_WHAT TO DO_: Report every line of the records below that contains the word "highway".

_EXTRACTED INFORMATION_:
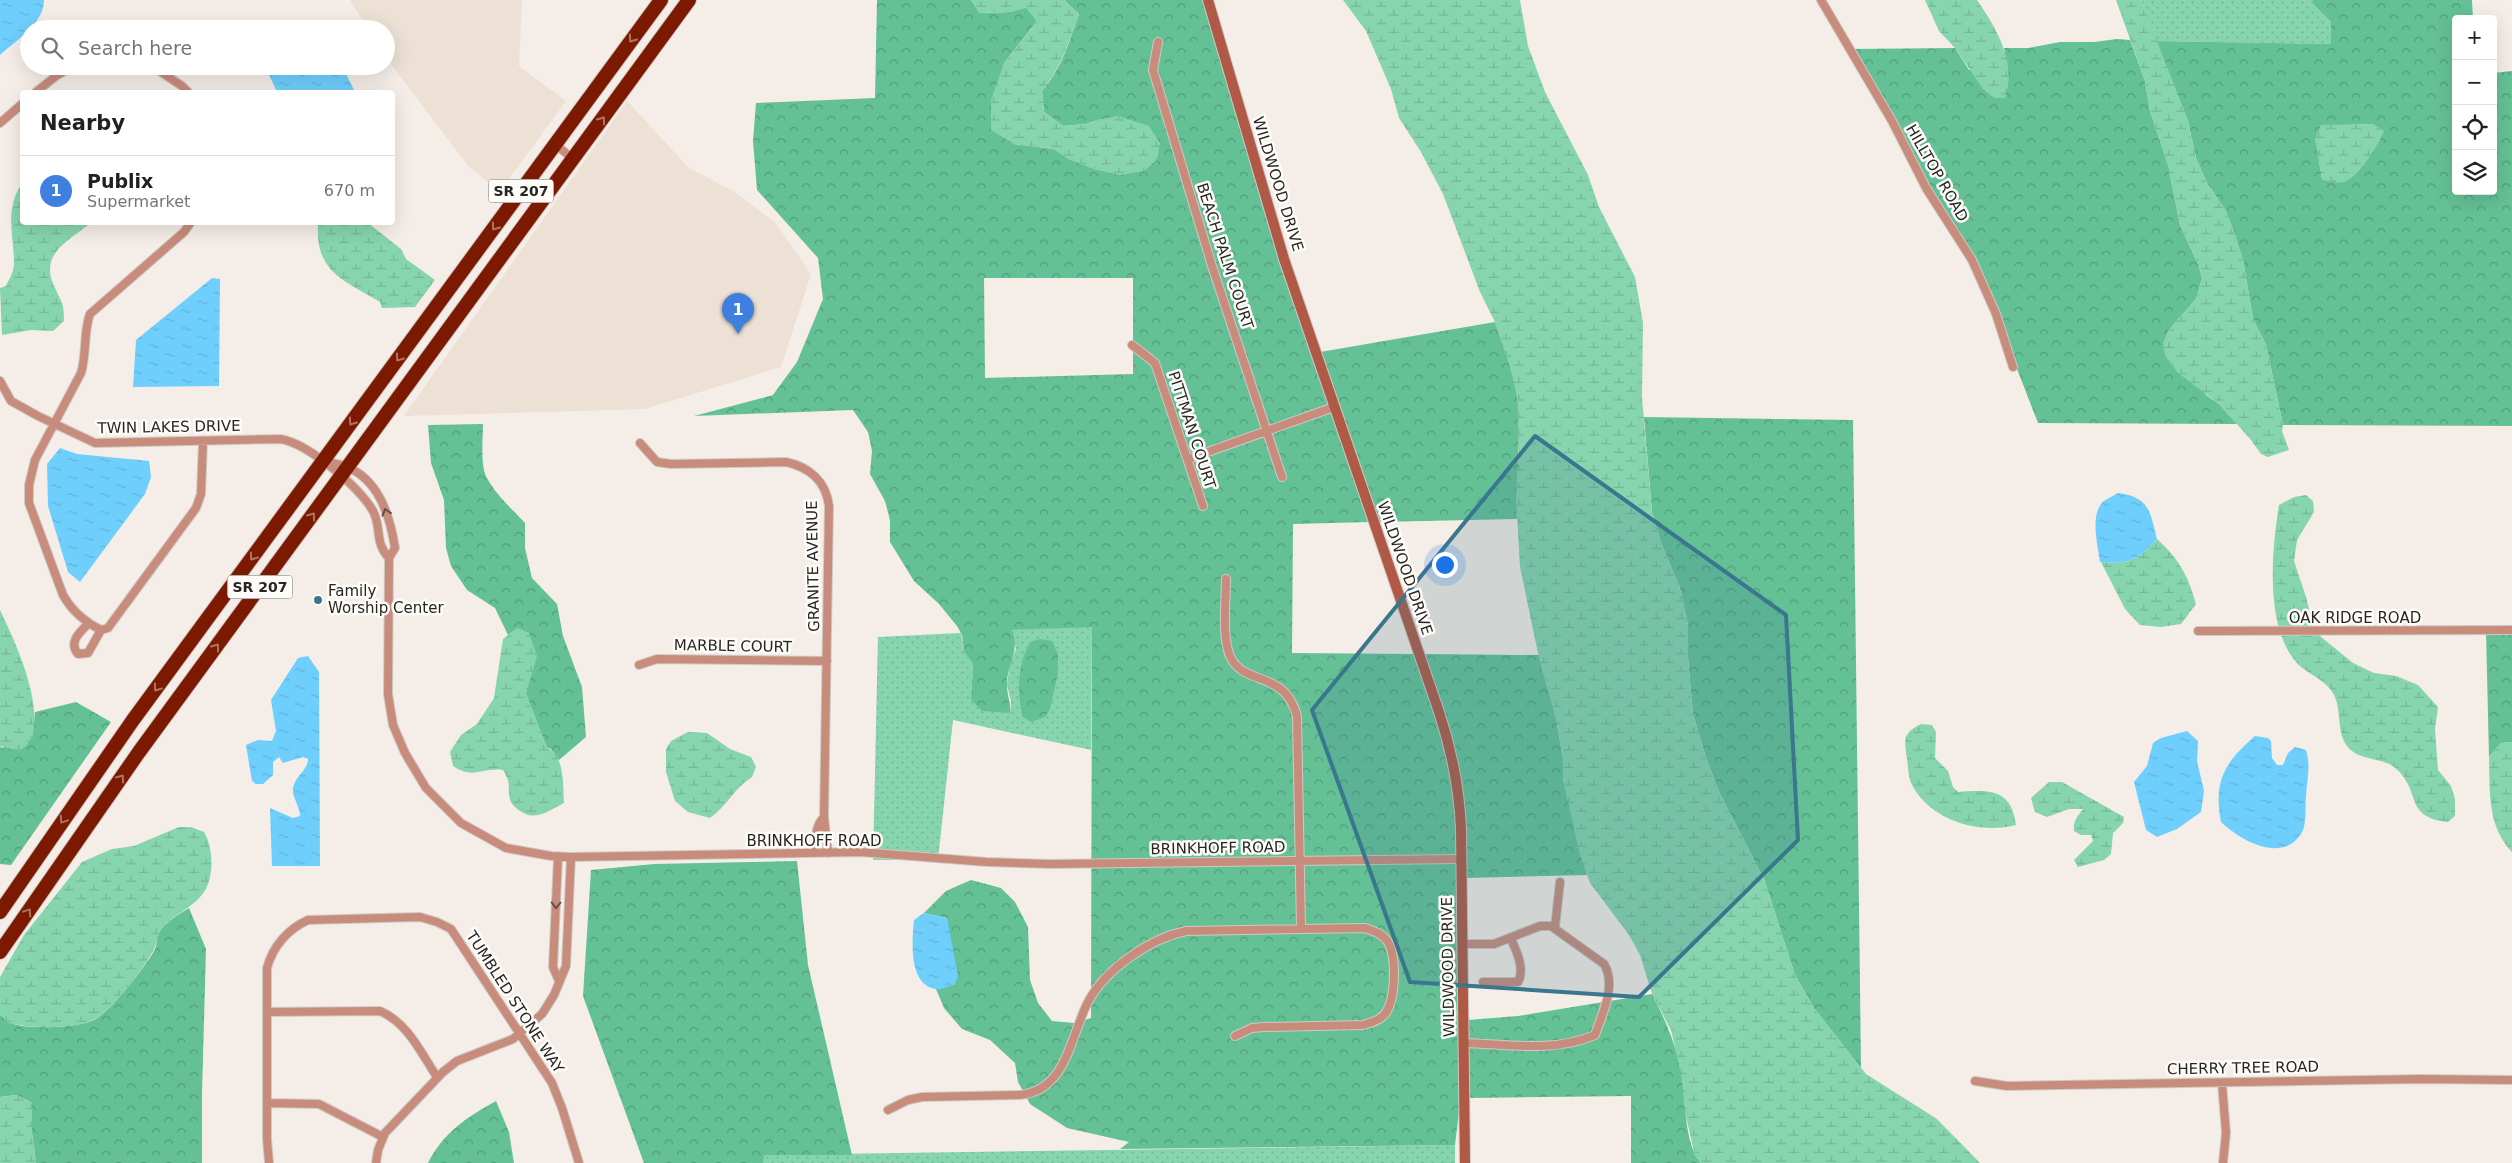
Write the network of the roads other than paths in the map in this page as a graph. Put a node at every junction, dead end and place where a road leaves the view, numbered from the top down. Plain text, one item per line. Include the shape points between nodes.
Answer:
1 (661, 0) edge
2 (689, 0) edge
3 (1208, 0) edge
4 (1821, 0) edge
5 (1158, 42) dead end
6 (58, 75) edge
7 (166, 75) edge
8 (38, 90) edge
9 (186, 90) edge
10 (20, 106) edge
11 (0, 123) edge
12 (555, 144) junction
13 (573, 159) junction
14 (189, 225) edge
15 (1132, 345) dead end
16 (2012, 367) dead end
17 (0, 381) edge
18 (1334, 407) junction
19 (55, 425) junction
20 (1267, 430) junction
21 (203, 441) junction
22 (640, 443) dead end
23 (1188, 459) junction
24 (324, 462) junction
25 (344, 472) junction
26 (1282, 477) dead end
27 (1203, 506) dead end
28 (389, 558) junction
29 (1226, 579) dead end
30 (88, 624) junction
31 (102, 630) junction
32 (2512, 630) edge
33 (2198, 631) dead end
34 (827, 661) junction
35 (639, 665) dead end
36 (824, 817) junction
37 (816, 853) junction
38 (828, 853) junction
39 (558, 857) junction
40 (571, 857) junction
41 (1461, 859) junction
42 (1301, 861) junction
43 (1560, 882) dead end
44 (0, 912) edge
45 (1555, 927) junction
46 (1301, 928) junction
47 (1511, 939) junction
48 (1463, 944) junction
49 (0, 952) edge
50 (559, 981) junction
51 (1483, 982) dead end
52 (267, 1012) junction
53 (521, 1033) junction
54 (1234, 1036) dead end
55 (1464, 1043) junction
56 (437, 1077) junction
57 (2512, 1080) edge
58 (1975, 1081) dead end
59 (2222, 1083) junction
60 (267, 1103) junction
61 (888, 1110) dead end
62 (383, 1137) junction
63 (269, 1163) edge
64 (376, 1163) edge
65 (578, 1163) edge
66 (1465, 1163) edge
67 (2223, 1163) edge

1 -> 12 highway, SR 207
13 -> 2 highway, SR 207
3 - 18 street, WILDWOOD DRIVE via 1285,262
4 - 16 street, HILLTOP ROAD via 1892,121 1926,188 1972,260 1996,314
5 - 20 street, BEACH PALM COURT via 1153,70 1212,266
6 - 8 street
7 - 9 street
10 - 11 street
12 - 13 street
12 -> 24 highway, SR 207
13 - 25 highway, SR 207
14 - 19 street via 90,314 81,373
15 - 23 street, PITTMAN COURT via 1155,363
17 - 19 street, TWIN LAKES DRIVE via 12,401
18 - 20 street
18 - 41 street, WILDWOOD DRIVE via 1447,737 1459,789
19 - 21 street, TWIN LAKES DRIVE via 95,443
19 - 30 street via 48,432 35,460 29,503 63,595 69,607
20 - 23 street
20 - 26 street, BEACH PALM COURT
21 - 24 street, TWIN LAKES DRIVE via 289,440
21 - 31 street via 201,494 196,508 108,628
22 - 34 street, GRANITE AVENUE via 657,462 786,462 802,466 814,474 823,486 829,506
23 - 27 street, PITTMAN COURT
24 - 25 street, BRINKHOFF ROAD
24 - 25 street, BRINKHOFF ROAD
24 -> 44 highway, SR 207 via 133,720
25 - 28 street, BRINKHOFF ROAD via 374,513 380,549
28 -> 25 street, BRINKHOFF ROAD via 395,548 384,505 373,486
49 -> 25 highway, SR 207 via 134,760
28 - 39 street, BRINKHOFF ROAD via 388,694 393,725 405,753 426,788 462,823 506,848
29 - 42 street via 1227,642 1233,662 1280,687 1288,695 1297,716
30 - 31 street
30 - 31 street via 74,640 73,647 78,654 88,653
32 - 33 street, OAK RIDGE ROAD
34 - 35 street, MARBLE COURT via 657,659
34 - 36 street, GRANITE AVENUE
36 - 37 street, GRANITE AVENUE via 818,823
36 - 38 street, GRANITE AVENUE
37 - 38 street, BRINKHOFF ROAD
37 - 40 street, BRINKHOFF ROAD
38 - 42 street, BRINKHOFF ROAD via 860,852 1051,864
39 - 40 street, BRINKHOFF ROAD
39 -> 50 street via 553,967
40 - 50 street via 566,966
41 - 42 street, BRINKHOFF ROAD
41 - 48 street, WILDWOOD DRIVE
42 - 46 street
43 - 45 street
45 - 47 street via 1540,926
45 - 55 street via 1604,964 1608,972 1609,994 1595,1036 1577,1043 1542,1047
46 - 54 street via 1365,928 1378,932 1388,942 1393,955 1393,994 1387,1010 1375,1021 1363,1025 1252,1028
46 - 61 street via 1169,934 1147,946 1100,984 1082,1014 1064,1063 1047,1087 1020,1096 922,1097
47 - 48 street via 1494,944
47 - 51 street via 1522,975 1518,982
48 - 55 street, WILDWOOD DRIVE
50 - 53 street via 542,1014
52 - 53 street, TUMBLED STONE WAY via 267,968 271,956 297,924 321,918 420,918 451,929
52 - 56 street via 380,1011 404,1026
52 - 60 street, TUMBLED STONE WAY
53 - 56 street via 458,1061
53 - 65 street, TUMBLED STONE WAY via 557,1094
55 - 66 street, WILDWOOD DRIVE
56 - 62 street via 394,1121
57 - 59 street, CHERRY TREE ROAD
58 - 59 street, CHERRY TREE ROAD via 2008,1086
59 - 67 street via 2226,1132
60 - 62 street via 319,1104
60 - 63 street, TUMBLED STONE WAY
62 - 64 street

_OUTPUT OF THE TASK_:
1 -> 12 highway, SR 207
13 -> 2 highway, SR 207
12 -> 24 highway, SR 207
13 - 25 highway, SR 207
24 -> 44 highway, SR 207 via 133,720
49 -> 25 highway, SR 207 via 134,760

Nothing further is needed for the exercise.